Effects of Subanesthetic Concentrations of Isoflurane and Their Interactions with Epinephrine on Acquisition and Retention of the Rabbit Nictitating Membrane Response

Abstract

Evidence concerning the concentrations of volatile anesthetics that prevent learning and recall is limited. Epinephrine is believed to enable learning during anesthesia. We investigated the effects of isoflurane and its interaction with epinephrine on learning and subsequent retention of the rabbit's classically conditioned nictitating membrane response. In experiment 1, a tone (conditioned stimulus, CS) preceded paraorbital shock (unconditioned stimulus, US) during 60-min daily sessions of 60 presentations of these paired stimuli for 6 days of acquisition training under 0, 0.4%, or 0.8% isoflurane (n = 8, 13, and 9, respectively).

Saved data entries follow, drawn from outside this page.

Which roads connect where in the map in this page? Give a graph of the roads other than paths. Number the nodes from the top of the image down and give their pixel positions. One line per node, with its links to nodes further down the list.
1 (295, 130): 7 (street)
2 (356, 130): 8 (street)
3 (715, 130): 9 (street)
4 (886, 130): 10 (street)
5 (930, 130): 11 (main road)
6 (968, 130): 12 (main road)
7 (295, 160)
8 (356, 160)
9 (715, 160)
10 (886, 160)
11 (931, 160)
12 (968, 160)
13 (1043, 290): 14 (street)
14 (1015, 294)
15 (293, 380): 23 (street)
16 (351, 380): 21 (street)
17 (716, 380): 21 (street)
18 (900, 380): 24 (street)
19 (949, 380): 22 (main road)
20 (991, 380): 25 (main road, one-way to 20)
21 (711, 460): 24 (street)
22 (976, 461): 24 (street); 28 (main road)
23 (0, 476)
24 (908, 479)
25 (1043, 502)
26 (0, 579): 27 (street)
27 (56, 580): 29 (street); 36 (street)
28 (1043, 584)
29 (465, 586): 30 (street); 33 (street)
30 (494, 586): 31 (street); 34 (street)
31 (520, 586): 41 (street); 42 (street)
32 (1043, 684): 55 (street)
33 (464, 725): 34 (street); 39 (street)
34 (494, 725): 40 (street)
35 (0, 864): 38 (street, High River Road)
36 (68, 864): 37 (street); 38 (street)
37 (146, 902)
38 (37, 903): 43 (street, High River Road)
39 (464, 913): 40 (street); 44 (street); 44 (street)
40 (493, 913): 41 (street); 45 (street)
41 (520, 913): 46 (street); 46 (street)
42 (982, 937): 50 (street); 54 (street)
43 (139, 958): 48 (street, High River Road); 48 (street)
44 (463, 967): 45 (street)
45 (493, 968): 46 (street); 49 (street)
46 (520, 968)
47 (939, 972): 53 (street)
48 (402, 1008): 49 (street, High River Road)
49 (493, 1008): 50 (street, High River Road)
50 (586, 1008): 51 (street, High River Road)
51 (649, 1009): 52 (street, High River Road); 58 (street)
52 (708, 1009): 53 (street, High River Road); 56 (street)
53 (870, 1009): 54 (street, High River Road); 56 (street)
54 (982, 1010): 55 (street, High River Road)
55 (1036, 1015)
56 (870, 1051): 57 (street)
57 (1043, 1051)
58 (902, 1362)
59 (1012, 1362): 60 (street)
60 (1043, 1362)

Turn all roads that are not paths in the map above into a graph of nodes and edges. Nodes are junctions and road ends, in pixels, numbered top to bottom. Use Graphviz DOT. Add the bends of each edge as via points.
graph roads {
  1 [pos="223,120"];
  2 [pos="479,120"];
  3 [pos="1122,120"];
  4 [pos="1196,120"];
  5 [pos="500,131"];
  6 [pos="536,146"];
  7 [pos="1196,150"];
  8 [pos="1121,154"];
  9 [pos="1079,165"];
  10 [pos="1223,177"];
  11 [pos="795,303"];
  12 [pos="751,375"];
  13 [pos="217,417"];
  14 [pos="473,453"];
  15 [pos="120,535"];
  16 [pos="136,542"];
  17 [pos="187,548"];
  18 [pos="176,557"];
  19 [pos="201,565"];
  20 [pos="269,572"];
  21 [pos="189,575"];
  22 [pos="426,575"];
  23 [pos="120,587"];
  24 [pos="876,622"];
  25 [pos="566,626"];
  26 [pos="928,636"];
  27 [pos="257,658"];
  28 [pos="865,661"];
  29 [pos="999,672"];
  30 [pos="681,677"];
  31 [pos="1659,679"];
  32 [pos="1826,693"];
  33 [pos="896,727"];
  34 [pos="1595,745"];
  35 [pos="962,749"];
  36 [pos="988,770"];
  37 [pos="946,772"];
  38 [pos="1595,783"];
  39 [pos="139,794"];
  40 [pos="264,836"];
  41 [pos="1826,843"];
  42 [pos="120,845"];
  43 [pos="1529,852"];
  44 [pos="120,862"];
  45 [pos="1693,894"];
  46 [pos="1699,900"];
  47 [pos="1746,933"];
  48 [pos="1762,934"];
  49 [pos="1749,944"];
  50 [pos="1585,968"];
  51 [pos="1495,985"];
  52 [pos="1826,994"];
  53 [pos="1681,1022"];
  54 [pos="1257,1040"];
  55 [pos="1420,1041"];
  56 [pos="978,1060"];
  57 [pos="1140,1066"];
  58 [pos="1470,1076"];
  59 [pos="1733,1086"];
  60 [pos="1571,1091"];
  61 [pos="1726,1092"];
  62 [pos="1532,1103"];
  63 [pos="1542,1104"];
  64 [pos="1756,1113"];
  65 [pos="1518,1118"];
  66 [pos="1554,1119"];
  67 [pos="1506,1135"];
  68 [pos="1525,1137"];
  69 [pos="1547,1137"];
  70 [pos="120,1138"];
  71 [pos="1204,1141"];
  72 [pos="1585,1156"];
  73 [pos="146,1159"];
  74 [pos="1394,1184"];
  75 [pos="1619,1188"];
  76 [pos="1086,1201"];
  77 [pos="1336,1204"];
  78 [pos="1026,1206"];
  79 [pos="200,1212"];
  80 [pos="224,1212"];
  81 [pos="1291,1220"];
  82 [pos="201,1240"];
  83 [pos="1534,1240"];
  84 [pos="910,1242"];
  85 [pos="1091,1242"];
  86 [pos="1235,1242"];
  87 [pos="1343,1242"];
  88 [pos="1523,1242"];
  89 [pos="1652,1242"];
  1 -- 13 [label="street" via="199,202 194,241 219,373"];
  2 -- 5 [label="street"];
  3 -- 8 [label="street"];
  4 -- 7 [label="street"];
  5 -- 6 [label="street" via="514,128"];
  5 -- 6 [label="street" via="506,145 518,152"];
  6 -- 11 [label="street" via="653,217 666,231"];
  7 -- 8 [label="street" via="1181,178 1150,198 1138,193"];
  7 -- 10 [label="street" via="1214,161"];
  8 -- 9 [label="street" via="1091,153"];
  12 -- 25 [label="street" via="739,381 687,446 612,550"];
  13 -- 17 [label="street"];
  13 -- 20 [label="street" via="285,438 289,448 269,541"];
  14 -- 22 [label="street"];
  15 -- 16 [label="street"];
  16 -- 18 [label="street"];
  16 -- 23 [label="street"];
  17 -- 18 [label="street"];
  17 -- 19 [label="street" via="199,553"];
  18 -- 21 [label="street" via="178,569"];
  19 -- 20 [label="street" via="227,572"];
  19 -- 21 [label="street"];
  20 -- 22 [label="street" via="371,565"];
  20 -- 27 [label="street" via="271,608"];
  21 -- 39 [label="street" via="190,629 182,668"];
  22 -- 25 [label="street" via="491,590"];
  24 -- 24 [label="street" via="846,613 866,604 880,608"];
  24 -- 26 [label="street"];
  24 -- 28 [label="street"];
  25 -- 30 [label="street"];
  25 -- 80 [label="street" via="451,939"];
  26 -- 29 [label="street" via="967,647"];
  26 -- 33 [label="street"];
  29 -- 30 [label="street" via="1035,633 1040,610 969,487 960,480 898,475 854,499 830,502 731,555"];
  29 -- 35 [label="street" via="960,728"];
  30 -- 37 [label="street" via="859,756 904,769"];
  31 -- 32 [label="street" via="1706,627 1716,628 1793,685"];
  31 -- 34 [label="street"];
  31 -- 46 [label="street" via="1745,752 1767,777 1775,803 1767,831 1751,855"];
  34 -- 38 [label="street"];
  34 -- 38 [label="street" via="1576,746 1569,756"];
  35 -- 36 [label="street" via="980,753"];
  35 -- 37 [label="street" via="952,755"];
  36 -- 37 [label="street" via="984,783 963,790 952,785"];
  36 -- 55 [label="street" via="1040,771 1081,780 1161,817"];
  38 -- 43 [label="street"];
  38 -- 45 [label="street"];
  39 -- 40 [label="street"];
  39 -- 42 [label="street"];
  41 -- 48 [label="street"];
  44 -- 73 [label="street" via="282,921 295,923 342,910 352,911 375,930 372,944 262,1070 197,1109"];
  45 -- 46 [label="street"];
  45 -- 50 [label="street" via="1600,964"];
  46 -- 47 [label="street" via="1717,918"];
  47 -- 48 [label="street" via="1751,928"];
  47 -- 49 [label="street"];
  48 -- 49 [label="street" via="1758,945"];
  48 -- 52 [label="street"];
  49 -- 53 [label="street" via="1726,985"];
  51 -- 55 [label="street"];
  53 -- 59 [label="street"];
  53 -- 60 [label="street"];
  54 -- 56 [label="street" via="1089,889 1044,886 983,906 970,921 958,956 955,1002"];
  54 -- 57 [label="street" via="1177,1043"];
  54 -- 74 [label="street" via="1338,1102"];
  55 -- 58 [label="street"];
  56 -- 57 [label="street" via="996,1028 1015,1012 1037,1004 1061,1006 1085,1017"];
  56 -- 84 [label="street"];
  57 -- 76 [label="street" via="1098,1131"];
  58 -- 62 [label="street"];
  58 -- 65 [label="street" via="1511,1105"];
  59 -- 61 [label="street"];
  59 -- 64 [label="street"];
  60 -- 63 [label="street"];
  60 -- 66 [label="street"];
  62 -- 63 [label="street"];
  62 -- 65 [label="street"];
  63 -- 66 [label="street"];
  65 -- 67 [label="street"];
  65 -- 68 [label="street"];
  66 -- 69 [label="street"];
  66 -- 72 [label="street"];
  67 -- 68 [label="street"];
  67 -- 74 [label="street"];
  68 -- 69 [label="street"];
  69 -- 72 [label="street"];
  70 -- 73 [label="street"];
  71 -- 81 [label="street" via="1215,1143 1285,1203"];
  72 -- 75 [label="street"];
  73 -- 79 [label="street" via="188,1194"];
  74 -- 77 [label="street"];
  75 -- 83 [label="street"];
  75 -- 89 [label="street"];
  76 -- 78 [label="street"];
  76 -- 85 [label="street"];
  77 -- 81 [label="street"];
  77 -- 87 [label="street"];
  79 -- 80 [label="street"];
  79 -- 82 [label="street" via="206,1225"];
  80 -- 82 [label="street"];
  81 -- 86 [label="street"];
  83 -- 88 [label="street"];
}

Responses were recorded as conditioned responses (CRs) if they occurred during the CS and before the onset of the US. After 1 day of rest, the animals were given 3 days of extinction consisting of 60 presentations of CS-alone and without isoflurane to assess the retention of CRs from acquisition training. In experiment 2, epinephrine in a dose of 0, 0.01, or 0.1 mg/kg was injected subcutaneously in rabbits receiving 0.4% isoflurane. Two types of epinephrine were used, a sustained release form and epinephrine hydrochloride. Acquisition and retention were tested in the same way as in experiment 1. No isoflurane or epinephrine was used during retention testing. Learning was significantly suppressed during 0.4% isoflurane (approximately equal to 0.2 MAC) treatment and eliminated during 0.8% (approximately equal to 0.4 MAC). Information learned during administration of 0.4% isoflurane was not retained (P < 0.05). Although the low doses of epinephrine improved learning during the last day of the acquisition phase (P < 0.05), there were no differences between the treatment groups on any of the remaining acquisition or extinction days. There was no learning during treatment with 0.8% concentration. Even a 0.4% concentration, which allowed some learning, abolished CRs in extinction, perhaps because of state-dependent retrieval. Epinephrine did not alter substantially the rates of CR acquisition or resistance to extinction.